Education is a business, with many similarities to the cannabis industry. In education, we are creating memorable and transformational experiences for our students. The best cannabis companies do the same thing for their patients and customers. In my career, I have been a leader in three different university divisions. The largest was private and had 240 employees and around $70 million in revenue. I have also worked with the executives for dozens of client companies across a variety of industries — health care, technology, hospitality, wine. Each industry, organization, and leader with which I have worked has added to the tools and knowledge I bring to CannaCraft.
You wrote book called “The Way of Zing.” Tell us how it might apply its principles to running a cannabis business.
Zing is the radiant energy of human vitality; when everything in your life feels in unquestionable congruence. The Way of Zing is a story about aligning your work and your life. It is a story about discovering what really matters to you, and the people you care about most. It is a story of your living a life of purpose and relevance, where what the world needs from you is in congruence with who you are.
I met with the executive team at CannaCraft for the first time this week. I asked them to imagine working for an organization where everyone finds meaning in his/her work, is highly engaged and committed to the quadruple bottom line of people, planet, prosperity and progress. Where the potential of everyone is unleashed through Human Energy Management, as individual passions and purpose are connected to organizational mission and goals. This is an organization full of Zing. This is CannaCraft.
Wine and cannabis are geographically and economically tied together, for both good and ill. Can you characterize the relationship between the two industries and what you think that relationship will be like in, say, five years?

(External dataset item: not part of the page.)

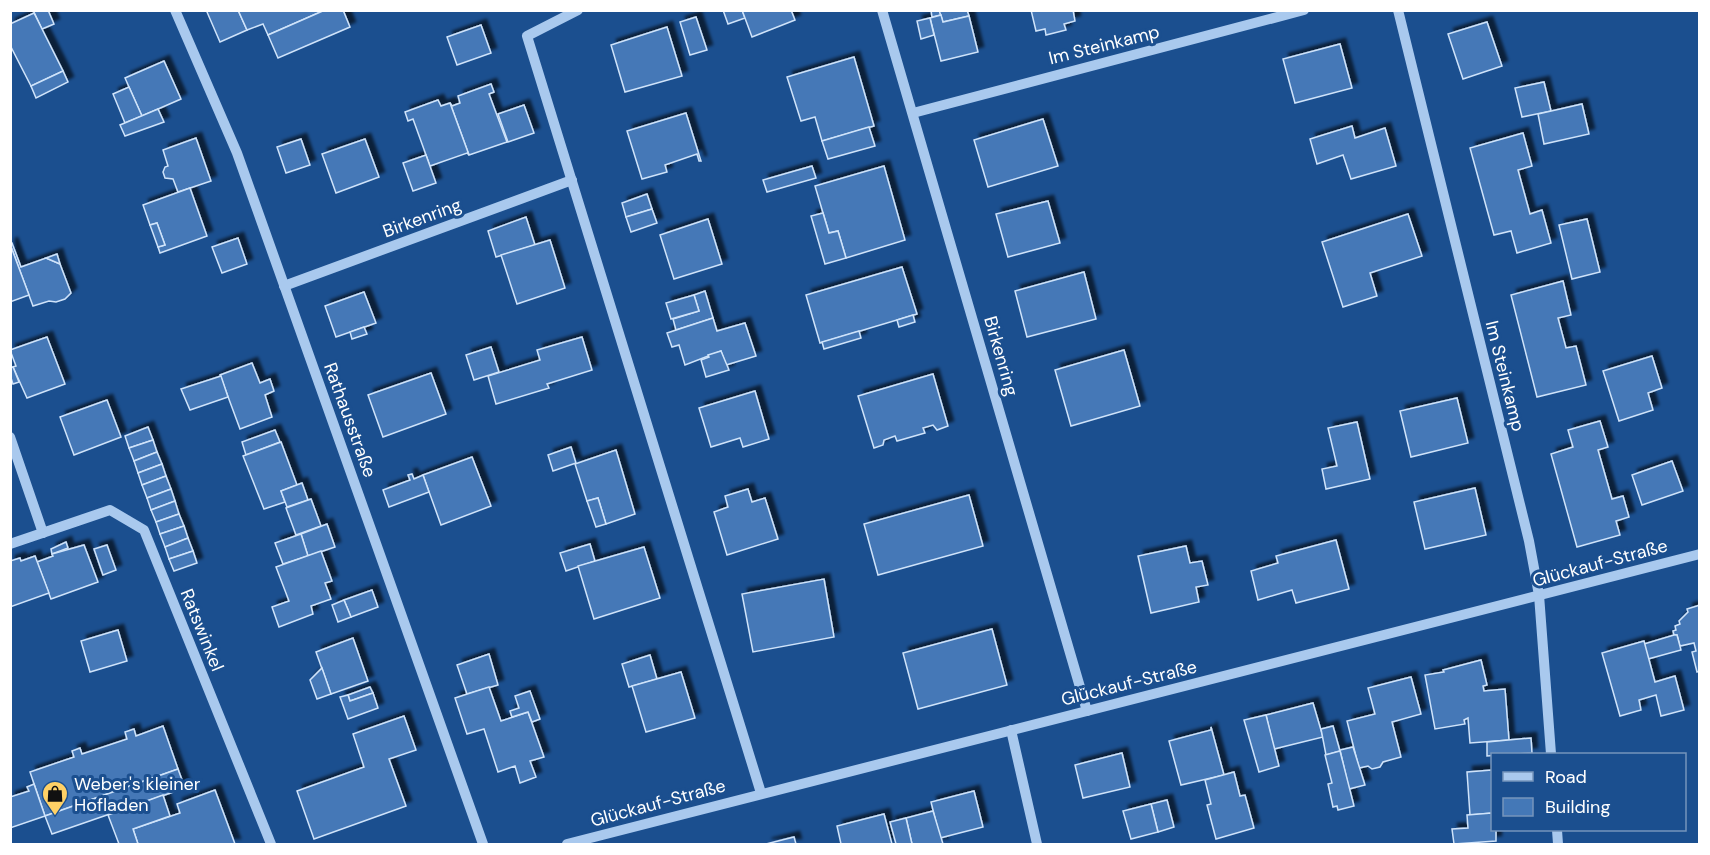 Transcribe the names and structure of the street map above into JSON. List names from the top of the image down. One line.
{"streets":{"street":["Im Steinkamp","Birkenring","Rathausstraße","Glückauf-Straße","Ratswinkel"]},"crossings":[["Im Steinkamp","Birkenring"],["Im Steinkamp","Glückauf-Straße"],["Birkenring","Rathausstraße"],["Birkenring","Glückauf-Straße"]],"places":{"shop":["Weber's kleiner Hofladen"]},"legend":["Road","Building"]}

I think the relationship between the two industries is very complimentary, especially when you consider the synergistic economic impact of the value chain for both industries. For example, both industries have a strong ethic around sustainable business practices, leading to advances in agricultural technology, and organic farming. Both industries have a common practice of sharing best practices among neighbors and friends. When you discover something that creates a beautiful flower or cluster of grapes, you tell everyone about it – you don’t protect it as a trade secret. When you need help, you run to your neighbor and get their advice. A final similarity is that both industries are very philanthropic and community centered. For example, after the fires, CannaCraft offered up a large space to serve as the headquarters for the Red Cross. Growers of grapes and growers of cannabis contributed millions of dollars to disaster relief efforts.

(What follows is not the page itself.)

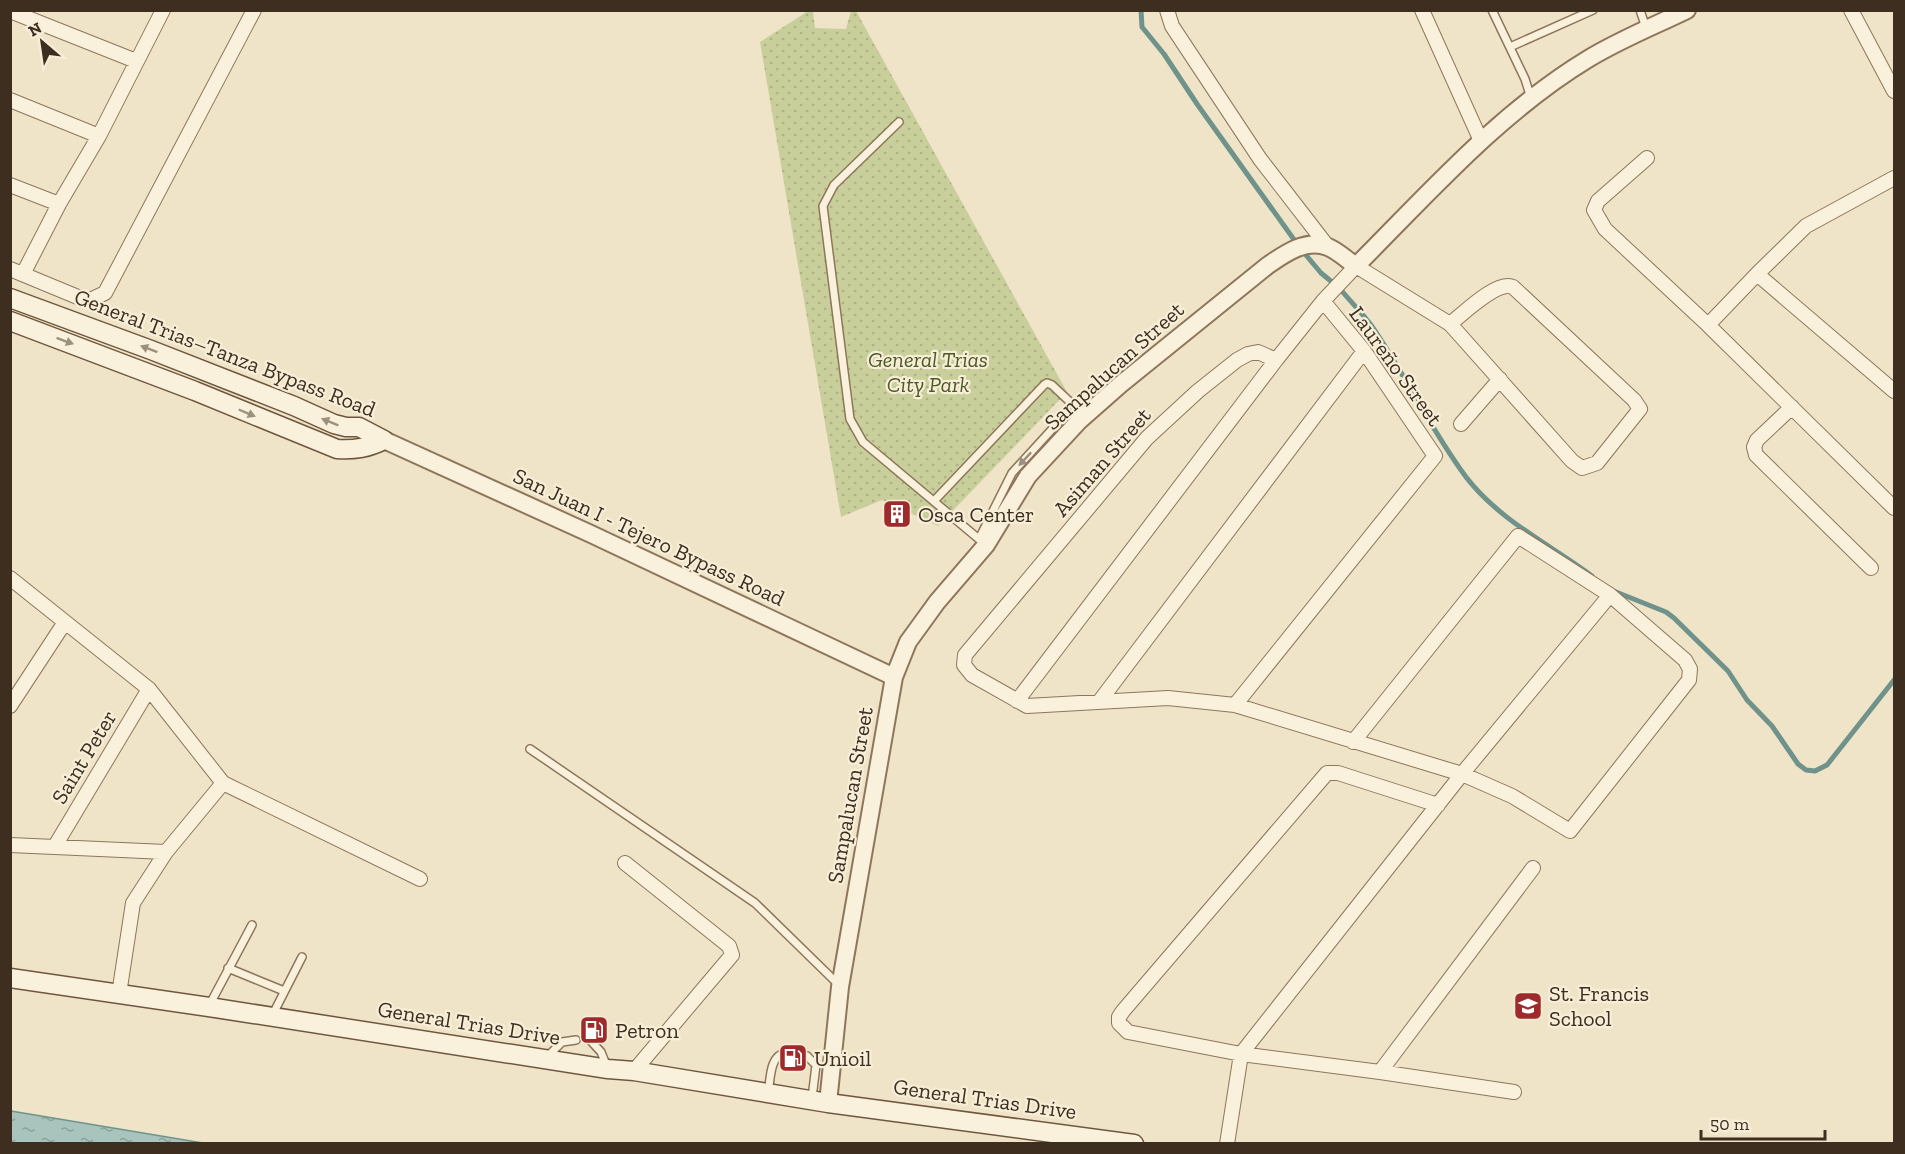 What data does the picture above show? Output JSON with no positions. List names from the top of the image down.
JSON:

I think there will be more similarities between the industries over time as the cannabis industry figures out how to do direct consumer sales and marketing.
What are the major lessons that the cannabis industry should take from the wine industry?
I think the key lesson is that over-regulation and over-taxation makes companies less competitive and actually hurts the consumer by restricting choice, and impeding economic prosperity.
Where do you see the cannabis business, particularly in California, going over the next 5 years or so? For instance, do you worry about consolidation, or big companies dominating the market?
I think we can look to the wine business again for some insight into what will happen. The wine industry isn’t really one industry, but actually three industries or varying sizes. Less than 1 percent of all wineries in the US are large (greater than 500,000 cases). Another 3 percent are between 50,000 and 499,999 cases). The vast majority, over 9,000 are small wineries. In a heathy business climate, there will always be a place for the small, high quality cannabis growers and producers.